Saturday, April 20, 2024

Maria L. Baldwin School students board a city-contracted bus in December in the Agassiz neighborhood. (Photo: Marc Levy)

Trio of shining bond ratings likely to take some time at a meeting with transportation, housing concerns

bullet-gray-small City Council, 5:30 p.m. Monday. A less controversial council agenda than some, especially when leading off with annual positive news out of the City Manager’s Office that Cambridge has yet again pulled off three AAA ratings from its three credit rating agencies. (Also: a Planning Board opinion about in-law apartments that it “is conceptually in favor [but] has many concerns about the petition as it is currently written.”) Councillors, meanwhile, have transportation issues to deal with, including a transmittal of “doubt over whether [MBTA ‘Better Bus Project’ proposals] truly represent an improvement in bus service” and of support for a state bill to reduce traffic fatalities, considering “67 percent of all cyclist fatalities that have occurred in the region over the past seven years have been caused by large trucks”; and a letter from taxi drivers expressing unhappiness with the idea of letting Lyft and Uber drivers use their official pickup spots. Councillors seek assessor information on their way to considering condo conversion fees, and they want Gore Street residents to know a timeline for the construction tearing up their street (and killing a tree or two) for the benefit of the developing Cambridge Crossing neighborhood. 
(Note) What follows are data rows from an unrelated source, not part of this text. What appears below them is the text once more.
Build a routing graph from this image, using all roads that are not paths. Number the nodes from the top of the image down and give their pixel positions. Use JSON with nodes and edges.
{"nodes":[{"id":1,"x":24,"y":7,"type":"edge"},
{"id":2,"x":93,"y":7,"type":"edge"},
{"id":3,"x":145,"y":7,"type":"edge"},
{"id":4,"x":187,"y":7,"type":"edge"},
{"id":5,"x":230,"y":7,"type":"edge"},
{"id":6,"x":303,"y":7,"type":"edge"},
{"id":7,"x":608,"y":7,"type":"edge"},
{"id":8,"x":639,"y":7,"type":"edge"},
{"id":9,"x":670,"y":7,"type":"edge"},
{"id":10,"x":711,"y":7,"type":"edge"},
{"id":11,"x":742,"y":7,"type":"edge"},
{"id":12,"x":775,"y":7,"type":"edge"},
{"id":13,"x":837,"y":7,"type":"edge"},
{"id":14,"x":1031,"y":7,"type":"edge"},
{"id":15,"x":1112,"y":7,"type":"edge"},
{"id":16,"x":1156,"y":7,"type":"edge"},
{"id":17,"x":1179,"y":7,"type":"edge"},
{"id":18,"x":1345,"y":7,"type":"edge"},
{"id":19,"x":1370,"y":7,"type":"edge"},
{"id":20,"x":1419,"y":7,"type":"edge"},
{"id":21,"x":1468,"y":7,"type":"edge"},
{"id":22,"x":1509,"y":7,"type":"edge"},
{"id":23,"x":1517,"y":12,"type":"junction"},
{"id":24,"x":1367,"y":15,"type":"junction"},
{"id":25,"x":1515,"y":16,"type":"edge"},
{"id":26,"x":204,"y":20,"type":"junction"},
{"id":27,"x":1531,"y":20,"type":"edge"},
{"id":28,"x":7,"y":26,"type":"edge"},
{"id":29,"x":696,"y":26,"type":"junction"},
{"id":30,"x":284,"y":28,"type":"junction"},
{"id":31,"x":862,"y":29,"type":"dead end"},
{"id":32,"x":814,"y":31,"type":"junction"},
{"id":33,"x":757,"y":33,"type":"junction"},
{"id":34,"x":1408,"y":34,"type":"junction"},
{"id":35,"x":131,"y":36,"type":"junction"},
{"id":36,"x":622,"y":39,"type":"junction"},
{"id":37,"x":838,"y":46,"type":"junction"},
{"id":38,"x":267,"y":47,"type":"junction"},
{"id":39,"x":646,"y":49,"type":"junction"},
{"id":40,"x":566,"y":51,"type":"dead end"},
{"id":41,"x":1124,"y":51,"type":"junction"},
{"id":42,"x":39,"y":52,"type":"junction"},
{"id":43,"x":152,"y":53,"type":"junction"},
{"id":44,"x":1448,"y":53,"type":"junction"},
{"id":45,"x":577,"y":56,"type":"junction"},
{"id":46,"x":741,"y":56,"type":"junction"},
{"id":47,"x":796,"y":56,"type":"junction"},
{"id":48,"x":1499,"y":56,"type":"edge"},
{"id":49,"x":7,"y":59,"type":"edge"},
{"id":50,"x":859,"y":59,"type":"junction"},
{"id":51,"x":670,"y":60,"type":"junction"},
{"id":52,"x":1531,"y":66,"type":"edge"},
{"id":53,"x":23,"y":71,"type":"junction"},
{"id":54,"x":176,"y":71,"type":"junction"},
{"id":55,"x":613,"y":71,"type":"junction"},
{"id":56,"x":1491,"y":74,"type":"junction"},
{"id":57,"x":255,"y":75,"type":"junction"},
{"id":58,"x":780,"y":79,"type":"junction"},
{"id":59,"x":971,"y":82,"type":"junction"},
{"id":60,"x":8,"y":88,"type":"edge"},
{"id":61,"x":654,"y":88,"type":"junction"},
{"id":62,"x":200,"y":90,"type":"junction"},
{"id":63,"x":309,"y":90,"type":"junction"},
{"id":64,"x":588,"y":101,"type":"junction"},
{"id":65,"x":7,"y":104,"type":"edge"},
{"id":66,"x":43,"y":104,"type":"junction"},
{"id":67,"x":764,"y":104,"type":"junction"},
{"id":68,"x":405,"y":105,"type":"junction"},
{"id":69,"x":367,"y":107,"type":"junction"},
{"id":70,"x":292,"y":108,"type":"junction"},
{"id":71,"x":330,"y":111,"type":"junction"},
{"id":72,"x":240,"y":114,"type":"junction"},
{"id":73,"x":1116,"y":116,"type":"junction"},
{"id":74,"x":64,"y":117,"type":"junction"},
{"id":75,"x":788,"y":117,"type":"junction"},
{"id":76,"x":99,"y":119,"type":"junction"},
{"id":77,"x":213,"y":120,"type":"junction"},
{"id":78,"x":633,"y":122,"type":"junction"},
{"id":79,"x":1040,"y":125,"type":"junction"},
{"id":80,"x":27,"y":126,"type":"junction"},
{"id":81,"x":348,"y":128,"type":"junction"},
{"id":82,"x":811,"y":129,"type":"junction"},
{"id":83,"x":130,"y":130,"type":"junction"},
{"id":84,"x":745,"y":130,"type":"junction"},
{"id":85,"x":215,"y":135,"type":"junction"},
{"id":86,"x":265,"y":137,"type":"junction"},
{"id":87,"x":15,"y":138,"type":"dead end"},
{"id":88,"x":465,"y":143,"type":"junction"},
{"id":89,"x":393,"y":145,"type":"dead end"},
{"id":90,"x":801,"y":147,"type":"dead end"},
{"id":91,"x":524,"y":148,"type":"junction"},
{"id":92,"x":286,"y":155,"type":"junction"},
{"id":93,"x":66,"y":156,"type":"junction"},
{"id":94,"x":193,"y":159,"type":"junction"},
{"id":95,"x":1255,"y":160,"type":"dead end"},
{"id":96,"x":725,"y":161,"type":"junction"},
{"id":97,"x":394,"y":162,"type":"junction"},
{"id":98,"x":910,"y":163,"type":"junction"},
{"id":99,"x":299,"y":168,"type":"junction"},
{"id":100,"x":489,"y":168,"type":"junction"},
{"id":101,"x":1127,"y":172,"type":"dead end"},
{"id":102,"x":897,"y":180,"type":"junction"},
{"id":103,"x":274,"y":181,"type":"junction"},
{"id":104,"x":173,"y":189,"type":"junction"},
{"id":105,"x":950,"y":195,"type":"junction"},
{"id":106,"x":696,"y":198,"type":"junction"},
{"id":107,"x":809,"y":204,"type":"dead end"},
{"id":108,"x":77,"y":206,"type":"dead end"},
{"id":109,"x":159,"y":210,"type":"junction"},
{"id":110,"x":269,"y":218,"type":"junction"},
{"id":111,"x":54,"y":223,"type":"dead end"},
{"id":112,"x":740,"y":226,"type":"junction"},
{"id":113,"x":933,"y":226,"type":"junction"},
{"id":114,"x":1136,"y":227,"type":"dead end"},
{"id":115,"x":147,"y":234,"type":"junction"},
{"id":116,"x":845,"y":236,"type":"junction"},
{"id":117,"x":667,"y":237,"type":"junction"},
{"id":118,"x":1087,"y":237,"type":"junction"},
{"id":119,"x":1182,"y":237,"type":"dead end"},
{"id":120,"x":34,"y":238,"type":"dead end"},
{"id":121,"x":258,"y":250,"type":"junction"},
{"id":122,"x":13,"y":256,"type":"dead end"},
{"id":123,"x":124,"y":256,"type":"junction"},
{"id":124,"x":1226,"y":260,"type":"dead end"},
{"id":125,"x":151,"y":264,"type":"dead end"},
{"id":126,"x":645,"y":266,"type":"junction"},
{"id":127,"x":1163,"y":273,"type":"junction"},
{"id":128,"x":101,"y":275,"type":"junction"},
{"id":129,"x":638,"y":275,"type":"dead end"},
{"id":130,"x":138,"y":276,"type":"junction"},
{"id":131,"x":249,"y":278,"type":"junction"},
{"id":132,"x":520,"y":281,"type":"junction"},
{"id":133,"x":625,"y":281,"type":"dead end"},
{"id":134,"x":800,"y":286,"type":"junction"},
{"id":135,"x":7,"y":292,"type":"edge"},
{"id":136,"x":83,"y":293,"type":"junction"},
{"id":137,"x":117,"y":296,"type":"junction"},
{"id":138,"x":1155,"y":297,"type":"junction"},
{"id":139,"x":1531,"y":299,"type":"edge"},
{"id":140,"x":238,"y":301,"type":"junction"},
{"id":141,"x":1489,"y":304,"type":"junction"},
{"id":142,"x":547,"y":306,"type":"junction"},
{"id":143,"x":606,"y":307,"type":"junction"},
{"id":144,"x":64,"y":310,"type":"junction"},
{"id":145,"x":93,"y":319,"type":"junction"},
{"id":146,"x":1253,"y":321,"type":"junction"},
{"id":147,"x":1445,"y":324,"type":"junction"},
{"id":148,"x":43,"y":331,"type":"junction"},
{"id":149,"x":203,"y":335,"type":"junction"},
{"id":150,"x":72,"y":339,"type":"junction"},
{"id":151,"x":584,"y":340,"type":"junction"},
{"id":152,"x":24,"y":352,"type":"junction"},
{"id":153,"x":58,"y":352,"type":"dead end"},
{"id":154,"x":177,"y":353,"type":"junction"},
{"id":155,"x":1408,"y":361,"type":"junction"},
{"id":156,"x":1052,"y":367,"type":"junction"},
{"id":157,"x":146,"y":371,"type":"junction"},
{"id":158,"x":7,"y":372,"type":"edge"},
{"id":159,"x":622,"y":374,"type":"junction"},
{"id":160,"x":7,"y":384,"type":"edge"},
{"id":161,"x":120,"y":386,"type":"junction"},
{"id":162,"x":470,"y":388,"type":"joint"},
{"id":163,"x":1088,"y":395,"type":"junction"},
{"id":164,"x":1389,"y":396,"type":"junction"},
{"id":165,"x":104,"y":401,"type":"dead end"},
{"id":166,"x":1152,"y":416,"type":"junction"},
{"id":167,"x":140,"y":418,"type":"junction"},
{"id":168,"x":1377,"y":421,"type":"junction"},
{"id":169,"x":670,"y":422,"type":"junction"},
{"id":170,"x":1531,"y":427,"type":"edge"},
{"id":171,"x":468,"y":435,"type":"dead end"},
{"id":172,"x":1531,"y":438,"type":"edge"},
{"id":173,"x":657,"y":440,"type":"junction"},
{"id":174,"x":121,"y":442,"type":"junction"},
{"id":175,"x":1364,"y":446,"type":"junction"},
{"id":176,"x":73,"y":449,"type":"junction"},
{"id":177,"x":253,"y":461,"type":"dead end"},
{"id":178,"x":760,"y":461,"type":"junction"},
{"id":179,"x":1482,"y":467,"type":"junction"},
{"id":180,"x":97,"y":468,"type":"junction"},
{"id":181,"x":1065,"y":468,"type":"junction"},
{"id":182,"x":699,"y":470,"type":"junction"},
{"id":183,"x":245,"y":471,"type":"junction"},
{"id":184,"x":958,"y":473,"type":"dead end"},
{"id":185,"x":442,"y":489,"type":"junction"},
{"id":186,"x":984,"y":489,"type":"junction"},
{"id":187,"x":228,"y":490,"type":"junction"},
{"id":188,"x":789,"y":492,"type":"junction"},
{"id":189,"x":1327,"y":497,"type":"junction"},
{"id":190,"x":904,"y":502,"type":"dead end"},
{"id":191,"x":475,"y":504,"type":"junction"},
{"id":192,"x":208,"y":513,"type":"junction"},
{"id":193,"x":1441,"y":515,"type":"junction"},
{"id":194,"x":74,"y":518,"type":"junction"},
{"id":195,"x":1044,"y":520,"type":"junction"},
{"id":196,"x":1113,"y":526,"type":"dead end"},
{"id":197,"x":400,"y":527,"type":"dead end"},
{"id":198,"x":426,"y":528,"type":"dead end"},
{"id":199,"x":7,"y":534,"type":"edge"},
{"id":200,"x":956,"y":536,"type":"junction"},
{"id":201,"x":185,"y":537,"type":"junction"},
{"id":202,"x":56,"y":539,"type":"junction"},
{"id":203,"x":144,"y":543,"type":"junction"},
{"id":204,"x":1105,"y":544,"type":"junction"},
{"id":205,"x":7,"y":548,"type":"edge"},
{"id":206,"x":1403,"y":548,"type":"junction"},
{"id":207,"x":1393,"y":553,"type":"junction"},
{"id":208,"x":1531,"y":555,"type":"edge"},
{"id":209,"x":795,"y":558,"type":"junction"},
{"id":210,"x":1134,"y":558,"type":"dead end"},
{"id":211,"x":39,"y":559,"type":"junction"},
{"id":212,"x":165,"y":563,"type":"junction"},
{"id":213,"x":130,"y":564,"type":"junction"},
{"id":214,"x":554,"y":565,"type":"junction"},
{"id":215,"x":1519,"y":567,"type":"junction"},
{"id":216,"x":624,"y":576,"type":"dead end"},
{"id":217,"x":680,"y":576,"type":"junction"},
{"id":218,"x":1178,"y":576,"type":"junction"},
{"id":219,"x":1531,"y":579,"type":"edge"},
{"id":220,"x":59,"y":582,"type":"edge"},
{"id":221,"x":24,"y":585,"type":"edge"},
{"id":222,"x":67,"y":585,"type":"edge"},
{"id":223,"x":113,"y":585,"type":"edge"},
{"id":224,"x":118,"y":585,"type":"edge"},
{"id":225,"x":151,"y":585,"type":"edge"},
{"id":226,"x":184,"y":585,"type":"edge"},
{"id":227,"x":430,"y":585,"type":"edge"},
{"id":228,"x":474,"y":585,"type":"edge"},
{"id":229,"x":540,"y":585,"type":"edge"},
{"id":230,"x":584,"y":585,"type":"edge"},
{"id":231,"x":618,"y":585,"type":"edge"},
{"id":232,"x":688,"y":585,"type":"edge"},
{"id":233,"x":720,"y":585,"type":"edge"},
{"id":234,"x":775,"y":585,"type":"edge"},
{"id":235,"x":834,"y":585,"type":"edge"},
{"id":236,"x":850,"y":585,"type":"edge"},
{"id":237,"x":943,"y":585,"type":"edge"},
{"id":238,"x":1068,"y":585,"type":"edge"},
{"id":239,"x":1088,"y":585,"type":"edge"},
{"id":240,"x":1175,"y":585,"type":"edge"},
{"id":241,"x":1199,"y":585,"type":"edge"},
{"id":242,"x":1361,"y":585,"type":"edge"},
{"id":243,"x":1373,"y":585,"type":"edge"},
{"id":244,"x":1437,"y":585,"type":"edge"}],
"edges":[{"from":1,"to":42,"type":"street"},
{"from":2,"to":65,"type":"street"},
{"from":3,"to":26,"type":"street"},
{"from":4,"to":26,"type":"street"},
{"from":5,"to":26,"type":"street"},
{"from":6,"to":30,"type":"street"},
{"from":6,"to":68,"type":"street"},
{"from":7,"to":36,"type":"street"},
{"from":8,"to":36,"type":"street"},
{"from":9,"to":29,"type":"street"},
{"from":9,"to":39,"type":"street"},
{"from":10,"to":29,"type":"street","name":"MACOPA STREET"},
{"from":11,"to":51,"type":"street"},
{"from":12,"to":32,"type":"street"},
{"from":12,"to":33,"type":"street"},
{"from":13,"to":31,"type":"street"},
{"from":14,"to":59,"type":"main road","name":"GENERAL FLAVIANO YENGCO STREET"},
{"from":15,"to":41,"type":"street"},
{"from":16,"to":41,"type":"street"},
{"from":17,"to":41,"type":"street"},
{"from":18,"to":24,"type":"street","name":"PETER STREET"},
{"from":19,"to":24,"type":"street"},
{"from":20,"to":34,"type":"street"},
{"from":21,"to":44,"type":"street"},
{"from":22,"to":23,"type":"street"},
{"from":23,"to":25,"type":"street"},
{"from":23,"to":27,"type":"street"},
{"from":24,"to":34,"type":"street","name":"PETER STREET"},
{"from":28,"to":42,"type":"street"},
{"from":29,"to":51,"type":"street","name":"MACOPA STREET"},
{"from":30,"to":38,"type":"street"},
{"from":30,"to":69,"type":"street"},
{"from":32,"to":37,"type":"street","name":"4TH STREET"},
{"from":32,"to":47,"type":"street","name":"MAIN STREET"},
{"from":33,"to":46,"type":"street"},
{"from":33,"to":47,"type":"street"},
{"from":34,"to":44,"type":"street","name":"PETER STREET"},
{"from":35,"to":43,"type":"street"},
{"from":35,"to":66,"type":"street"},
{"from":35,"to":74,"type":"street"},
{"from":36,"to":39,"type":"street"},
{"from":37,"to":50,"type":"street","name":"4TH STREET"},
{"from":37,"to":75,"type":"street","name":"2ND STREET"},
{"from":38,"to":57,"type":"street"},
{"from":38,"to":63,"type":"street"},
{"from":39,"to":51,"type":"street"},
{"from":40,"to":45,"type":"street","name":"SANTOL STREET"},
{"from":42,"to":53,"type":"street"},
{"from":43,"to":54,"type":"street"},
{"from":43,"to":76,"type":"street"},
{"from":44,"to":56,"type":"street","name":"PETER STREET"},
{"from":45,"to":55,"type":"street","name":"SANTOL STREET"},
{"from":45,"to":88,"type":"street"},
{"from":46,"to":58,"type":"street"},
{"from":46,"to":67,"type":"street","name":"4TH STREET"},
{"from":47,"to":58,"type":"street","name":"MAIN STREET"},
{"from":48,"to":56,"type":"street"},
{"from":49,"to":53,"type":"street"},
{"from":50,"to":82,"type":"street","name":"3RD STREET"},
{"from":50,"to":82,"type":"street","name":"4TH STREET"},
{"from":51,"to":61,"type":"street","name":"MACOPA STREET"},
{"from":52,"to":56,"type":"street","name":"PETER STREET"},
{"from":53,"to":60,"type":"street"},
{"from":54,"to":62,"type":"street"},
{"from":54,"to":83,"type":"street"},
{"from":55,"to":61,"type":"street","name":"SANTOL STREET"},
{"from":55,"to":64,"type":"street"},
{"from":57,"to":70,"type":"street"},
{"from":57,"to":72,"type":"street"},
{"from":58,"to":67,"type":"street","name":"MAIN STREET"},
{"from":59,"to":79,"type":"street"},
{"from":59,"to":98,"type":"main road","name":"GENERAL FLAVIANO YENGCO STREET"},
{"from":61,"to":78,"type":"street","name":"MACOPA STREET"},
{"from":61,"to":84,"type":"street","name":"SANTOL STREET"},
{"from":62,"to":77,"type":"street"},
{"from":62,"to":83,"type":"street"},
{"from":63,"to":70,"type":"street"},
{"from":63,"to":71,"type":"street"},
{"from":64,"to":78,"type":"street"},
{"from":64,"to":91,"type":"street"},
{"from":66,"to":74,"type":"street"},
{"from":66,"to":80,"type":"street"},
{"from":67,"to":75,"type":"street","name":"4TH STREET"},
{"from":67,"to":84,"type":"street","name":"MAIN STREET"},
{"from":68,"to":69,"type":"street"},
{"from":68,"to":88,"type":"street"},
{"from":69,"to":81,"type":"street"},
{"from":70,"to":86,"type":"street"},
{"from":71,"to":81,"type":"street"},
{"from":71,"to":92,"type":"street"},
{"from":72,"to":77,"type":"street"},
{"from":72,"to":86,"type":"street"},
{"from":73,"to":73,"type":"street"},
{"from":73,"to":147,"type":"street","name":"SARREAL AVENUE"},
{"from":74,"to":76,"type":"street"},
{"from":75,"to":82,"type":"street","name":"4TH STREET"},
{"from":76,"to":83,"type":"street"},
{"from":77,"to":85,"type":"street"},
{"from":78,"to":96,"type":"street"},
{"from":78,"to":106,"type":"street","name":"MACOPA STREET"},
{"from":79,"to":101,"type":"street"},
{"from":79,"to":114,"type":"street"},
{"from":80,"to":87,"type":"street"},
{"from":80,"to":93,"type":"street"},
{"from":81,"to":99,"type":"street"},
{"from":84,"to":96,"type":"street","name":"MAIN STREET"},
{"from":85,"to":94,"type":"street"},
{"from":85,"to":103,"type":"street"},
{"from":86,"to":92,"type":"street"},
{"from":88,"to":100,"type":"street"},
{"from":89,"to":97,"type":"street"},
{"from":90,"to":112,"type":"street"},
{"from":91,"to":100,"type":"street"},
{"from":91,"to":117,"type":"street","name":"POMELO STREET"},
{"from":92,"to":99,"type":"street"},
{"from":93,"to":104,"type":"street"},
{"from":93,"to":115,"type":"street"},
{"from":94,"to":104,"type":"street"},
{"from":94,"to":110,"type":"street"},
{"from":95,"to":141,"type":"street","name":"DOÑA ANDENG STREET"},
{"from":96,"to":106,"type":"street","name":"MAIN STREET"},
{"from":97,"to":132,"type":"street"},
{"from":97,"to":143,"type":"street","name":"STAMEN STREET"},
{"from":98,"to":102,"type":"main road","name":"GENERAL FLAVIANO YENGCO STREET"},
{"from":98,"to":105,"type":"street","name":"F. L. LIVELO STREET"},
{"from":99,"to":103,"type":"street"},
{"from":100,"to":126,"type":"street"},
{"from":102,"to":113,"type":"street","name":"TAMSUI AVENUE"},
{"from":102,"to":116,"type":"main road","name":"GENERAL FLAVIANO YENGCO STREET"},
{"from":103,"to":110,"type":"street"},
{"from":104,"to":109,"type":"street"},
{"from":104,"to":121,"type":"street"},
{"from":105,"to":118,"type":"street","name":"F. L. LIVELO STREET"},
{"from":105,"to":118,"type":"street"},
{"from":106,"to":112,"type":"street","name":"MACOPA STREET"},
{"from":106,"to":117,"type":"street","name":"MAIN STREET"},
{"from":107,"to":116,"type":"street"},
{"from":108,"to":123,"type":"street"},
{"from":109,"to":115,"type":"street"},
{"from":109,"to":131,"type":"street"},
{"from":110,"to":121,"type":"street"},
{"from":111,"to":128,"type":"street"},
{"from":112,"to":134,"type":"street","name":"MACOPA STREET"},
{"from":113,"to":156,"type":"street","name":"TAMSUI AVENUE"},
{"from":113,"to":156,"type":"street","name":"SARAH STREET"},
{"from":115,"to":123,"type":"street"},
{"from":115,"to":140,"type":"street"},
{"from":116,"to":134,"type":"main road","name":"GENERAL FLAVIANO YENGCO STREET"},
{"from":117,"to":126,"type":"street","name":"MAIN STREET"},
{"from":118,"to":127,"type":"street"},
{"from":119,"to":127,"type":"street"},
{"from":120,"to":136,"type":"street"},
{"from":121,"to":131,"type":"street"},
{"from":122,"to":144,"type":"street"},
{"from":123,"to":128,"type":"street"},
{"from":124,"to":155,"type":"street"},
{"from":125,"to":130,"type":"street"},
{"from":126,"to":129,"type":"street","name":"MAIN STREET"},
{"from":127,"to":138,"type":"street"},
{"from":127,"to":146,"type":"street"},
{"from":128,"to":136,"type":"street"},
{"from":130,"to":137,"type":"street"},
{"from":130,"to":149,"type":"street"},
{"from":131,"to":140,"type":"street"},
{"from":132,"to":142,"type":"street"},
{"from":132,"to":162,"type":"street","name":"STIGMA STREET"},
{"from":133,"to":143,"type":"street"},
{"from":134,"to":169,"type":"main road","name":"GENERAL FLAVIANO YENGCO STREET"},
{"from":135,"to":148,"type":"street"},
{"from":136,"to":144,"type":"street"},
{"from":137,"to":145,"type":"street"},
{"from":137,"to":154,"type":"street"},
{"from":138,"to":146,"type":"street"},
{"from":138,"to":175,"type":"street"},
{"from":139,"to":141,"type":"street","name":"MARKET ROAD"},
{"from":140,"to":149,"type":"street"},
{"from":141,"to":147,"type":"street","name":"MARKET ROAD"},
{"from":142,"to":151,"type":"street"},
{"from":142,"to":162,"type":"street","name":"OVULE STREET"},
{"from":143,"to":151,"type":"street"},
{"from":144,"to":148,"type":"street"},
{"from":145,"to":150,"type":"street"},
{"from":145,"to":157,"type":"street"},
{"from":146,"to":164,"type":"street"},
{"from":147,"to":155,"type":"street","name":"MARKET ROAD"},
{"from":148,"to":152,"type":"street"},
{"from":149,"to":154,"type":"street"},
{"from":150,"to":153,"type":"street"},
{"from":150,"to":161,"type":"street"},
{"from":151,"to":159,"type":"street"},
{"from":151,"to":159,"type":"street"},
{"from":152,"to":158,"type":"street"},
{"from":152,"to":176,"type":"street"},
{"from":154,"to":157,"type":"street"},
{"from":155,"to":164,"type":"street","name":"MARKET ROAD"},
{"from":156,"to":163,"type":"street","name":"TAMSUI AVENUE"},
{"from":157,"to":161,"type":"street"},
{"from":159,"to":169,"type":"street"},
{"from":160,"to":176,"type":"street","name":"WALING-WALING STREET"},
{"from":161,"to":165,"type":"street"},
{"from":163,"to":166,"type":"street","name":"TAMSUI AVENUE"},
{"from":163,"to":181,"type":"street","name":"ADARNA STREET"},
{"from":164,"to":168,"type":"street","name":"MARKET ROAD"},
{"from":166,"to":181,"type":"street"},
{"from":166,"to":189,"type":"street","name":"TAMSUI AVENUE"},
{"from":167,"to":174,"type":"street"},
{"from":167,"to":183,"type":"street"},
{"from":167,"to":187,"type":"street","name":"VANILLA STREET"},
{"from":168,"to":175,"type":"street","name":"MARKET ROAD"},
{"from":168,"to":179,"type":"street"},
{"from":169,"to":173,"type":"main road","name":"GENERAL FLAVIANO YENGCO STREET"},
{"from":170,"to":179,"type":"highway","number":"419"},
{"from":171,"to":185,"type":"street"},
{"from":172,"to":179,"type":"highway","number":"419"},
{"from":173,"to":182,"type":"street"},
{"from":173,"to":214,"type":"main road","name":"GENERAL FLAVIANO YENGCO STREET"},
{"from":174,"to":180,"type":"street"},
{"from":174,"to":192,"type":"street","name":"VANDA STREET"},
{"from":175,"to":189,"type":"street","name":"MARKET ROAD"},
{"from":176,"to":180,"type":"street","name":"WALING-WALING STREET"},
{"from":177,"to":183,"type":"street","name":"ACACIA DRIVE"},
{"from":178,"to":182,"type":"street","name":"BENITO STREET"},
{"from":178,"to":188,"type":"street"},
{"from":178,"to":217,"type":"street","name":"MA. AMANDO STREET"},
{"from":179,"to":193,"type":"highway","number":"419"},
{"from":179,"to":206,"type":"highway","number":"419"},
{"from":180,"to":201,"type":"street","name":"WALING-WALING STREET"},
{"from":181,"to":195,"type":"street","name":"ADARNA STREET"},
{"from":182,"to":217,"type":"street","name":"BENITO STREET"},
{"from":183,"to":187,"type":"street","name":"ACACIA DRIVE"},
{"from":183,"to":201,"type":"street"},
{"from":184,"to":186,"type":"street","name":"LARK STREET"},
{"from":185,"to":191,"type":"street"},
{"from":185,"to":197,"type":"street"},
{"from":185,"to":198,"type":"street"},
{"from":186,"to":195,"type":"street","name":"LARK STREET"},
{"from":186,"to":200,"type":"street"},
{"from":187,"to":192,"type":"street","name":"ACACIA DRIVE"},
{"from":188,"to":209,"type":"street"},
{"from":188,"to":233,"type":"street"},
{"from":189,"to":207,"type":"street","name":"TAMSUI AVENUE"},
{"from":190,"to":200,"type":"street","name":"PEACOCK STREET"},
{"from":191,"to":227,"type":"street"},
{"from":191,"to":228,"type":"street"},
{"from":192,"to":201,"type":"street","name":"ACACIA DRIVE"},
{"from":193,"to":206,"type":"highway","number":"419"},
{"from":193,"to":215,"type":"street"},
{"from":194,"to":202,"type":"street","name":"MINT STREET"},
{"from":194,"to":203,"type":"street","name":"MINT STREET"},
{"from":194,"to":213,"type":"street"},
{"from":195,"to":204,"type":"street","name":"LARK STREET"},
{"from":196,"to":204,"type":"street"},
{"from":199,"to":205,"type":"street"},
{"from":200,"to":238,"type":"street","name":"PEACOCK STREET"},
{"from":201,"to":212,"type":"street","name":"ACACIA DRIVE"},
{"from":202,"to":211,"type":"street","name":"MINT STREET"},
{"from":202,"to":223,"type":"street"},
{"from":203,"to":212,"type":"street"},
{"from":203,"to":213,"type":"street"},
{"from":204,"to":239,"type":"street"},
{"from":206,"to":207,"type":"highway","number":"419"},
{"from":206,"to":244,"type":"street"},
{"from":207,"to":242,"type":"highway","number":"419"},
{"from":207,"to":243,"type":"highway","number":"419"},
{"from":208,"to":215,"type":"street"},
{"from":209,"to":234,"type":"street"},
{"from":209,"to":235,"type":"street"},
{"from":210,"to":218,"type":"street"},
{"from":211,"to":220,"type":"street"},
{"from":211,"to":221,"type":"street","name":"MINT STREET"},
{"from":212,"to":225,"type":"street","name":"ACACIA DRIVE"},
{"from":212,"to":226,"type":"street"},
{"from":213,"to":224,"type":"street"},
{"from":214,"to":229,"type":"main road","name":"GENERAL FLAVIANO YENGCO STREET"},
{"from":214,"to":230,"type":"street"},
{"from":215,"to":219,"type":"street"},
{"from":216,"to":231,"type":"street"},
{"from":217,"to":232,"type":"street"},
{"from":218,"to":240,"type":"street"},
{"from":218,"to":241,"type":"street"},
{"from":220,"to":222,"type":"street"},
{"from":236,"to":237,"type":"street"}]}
The council meets at City Hall, 795 Massachusetts Ave., Central Square.


It’s out-of-school partners and student equity day

bullet-gray-small School Committee, 6 p.m. Tuesday. Out-of-school time with school partner organizations and creating a more standardized experience for students are a theme at this meeting; one motion looks to create a more formal network of those elementary school partners “to ensure equitable access to enrichment opportunities,” while another wonders if that goal is more achievable if the school’s varied elementary and upper schools shared a closing time. Another seeks a subcommittee hearing looking at transportation for students with disabilities, who are served by a different bus company than most students; and yet another order figures that, with a high school homework policy recently passed, it’s time to look at best practices for K-8 homework too. There’s also an update presentation from Superintendent Kenneth Salim on “Improving School Schedules to Advance Equity.” 

The  committee meets in the Dr. Henrietta S. Attles Meeting Room at Cambridge Rindge and Latin School, 459 Broadway, Mid-Cambridge.


A transit benefits ordinance might be a benefit

bullet-gray-small Transportation and Public Utilities Committee, 1 to 3 p.m. Wednesday. This committee run by vice mayor Jan Devereux will look at how laws about transit benefits are used by other cities to advance sustainable transportation goals, and whether Cambridge could benefit from implementing one.

The committee meets at City Hall, 795 Massachusetts Ave., Central Square.


Is that self-driving car accelerating right at us?

bullet-gray-small Autonomous Vehicles Educational Forum, 5:30 to 8 p.m., Thursday. City staff has begun work on a “Future of Mobility Implementation Blueprint” that includes self-driving cars. This discussion, hosted with the Metropolitan Area Planning Commission, brings together Joseph Barr, director of the city’s Traffic, Parking & Transportation Department; Susanne Rasmussen, director of environmental and transportation planning for its Community Development Department; Alison Felix, senior transportation planner and emerging technologies specialist for MAPC; Bryan Reimer, a research scientist at the MIT AgeLab; and Ryan Jacobs, director of Boston Operations for nuTonomy. It’s free, but you can register to attend.

The forum will be held in the lecture hall of the Cambridge Main Library, 449 Broadway, Mid-Cambridge.

Urban forest task force homes in on a plan

bullet-gray-small Urban Forest Master Plan Task Force, 6:30 to 8:30 p.m. Thursday. This public update – the second of three – is a chance to catch up with the task force’s work to evaluate, maintain and expand the city’s urban forest canopy and keep Cambridge resilient as climate change arrives: reducing the urban heat island effect, mitigating stormwater runoff, reducing runoff and generally maintaining community well-being (because trees are nice).

The task force meets in the auditorium of the Morse School, 40 Granite St., Cambridgeport.